§ **WORK REQUEST**
Copy out the entries that come next, exactly.

§ **DATA EXTRACT**
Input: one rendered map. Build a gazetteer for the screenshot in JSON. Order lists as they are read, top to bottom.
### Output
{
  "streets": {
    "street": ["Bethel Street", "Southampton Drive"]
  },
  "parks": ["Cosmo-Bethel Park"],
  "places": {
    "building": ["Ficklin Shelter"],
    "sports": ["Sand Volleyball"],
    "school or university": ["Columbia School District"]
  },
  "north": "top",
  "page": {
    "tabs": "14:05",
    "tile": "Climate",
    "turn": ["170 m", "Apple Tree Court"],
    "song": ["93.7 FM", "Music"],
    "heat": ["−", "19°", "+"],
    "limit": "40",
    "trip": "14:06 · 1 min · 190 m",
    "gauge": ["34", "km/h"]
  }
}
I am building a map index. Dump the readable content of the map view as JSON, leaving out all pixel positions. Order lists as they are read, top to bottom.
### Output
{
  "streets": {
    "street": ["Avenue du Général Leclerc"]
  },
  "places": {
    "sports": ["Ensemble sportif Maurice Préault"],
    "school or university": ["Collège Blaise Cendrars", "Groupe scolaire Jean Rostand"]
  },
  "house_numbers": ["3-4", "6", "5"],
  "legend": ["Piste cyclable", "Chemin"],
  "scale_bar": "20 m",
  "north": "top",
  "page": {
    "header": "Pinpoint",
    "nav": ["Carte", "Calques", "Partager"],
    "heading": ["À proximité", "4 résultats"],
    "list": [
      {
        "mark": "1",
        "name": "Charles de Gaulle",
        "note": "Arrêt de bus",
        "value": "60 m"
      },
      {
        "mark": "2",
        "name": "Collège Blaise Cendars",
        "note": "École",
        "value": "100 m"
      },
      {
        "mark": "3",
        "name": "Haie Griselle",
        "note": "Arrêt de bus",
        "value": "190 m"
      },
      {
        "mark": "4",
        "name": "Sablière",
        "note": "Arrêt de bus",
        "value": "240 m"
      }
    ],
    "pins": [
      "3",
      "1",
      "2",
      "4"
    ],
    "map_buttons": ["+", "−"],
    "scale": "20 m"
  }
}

§ **RESPONSE BOX**
Input: one rendered map. Build a gazetteer for the screenshot in JSON. Order lists as they are read, top to bottom.
### Output
{
  "streets": {
    "street": ["Bethel Street", "Southampton Drive"]
  },
  "parks": ["Cosmo-Bethel Park"],
  "places": {
    "building": ["Ficklin Shelter"],
    "sports": ["Sand Volleyball"],
    "school or university": ["Columbia School District"]
  },
  "north": "top",
  "page": {
    "tabs": "14:05",
    "tile": "Climate",
    "turn": ["170 m", "Apple Tree Court"],
    "song": ["93.7 FM", "Music"],
    "heat": ["−", "19°", "+"],
    "limit": "40",
    "trip": "14:06 · 1 min · 190 m",
    "gauge": ["34", "km/h"]
  }
}
I am building a map index. Dump the readable content of the map view as JSON, leaving out all pixel positions. Order lists as they are read, top to bottom.
### Output
{
  "streets": {
    "street": ["Avenue du Général Leclerc"]
  },
  "places": {
    "sports": ["Ensemble sportif Maurice Préault"],
    "school or university": ["Collège Blaise Cendrars", "Groupe scolaire Jean Rostand"]
  },
  "house_numbers": ["3-4", "6", "5"],
  "legend": ["Piste cyclable", "Chemin"],
  "scale_bar": "20 m",
  "north": "top",
  "page": {
    "header": "Pinpoint",
    "nav": ["Carte", "Calques", "Partager"],
    "heading": ["À proximité", "4 résultats"],
    "list": [
      {
        "mark": "1",
        "name": "Charles de Gaulle",
        "note": "Arrêt de bus",
        "value": "60 m"
      },
      {
        "mark": "2",
        "name": "Collège Blaise Cendars",
        "note": "École",
        "value": "100 m"
      },
      {
        "mark": "3",
        "name": "Haie Griselle",
        "note": "Arrêt de bus",
        "value": "190 m"
      },
      {
        "mark": "4",
        "name": "Sablière",
        "note": "Arrêt de bus",
        "value": "240 m"
      }
    ],
    "pins": [
      "3",
      "1",
      "2",
      "4"
    ],
    "map_buttons": ["+", "−"],
    "scale": "20 m"
  }
}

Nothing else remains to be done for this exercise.